------ Dataset excerpts ------

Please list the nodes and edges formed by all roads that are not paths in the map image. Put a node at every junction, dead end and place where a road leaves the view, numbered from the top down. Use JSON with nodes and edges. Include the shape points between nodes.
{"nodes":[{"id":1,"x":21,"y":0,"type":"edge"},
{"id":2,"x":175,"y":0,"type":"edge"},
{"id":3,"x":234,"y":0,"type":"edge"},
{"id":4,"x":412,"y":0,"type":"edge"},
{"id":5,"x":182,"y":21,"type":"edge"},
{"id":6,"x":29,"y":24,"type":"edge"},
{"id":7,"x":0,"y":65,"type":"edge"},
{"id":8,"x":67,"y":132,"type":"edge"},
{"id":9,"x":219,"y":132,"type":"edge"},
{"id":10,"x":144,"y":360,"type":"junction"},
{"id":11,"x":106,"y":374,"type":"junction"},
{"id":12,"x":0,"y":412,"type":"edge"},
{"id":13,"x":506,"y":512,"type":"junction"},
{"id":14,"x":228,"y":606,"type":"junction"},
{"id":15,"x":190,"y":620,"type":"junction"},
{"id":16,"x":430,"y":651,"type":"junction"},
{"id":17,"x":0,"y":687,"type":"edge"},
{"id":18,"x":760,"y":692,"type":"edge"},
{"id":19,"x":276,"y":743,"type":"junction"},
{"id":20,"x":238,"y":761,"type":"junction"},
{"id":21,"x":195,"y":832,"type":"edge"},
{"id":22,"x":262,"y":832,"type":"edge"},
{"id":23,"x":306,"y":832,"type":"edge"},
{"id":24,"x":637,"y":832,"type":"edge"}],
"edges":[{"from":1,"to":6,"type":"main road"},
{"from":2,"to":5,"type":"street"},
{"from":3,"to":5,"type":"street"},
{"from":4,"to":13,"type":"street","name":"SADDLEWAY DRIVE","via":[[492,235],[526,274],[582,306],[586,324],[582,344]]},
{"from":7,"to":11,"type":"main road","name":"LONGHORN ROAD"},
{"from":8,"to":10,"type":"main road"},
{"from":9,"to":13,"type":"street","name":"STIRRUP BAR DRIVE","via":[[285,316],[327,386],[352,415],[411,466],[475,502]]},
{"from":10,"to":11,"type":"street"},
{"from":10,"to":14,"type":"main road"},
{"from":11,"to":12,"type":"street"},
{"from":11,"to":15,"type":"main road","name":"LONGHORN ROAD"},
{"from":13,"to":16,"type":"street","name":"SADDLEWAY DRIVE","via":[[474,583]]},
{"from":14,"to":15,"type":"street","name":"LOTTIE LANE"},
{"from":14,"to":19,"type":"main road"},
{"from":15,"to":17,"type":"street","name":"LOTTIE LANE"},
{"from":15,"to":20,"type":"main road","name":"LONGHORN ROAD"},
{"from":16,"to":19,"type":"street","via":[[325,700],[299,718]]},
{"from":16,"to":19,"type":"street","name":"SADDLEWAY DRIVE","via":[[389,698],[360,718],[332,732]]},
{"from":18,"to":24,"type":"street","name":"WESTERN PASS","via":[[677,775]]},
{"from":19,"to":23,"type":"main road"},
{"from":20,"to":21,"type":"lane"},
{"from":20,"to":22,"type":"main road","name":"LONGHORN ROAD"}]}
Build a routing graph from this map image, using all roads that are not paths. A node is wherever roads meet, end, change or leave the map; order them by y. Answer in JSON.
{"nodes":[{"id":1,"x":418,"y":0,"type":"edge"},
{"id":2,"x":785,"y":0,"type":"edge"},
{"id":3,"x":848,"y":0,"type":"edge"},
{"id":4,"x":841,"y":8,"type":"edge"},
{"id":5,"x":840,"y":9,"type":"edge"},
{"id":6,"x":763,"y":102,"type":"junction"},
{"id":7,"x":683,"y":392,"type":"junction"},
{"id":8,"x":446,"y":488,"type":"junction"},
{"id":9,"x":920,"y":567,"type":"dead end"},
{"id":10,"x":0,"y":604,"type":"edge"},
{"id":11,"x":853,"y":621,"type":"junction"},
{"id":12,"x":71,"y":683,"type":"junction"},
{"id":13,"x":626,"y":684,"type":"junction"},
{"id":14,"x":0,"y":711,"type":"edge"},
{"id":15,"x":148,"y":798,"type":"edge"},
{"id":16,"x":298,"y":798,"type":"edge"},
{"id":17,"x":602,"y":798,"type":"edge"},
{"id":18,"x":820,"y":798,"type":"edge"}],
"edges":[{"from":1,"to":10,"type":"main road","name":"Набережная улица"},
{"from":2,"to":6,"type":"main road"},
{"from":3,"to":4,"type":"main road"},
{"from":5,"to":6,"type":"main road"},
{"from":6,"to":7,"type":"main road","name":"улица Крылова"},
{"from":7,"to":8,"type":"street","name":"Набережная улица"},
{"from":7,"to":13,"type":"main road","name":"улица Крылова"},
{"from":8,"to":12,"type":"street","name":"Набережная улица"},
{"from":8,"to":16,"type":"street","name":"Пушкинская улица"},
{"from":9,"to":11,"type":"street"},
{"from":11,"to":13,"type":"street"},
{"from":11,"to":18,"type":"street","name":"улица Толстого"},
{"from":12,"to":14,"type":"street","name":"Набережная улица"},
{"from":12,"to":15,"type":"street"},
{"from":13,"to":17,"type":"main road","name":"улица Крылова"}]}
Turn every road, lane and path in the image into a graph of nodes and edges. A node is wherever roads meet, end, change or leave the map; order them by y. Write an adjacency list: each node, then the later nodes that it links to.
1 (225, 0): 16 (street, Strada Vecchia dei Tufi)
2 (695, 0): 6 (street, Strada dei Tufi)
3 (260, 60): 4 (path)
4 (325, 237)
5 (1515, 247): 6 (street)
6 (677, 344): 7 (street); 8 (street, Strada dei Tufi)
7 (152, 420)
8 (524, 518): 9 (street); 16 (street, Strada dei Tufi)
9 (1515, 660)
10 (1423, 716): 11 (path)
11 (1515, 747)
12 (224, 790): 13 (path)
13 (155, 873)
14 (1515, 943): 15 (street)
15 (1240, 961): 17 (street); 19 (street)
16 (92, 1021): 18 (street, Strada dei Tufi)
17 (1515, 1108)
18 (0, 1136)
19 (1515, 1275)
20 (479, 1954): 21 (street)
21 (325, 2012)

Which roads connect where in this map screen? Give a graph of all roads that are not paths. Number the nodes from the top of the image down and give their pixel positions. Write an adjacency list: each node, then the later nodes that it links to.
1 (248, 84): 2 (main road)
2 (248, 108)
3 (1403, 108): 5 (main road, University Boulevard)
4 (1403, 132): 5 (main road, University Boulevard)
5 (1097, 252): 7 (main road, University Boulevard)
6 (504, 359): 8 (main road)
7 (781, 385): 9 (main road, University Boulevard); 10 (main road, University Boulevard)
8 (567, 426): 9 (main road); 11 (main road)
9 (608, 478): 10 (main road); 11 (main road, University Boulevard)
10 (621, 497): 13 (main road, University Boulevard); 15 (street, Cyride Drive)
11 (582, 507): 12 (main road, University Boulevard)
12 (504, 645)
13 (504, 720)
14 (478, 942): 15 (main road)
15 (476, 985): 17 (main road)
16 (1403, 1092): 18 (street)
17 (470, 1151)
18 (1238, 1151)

------

Among the entries above, find every line holding "SADDLEWAY" and copy it.

Finished task -
{"from":4,"to":13,"type":"street","name":"SADDLEWAY DRIVE","via":[[492,235],[526,274],[582,306],[586,324],[582,344]]},
{"from":13,"to":16,"type":"street","name":"SADDLEWAY DRIVE","via":[[474,583]]},
{"from":16,"to":19,"type":"street","name":"SADDLEWAY DRIVE","via":[[389,698],[360,718],[332,732]]},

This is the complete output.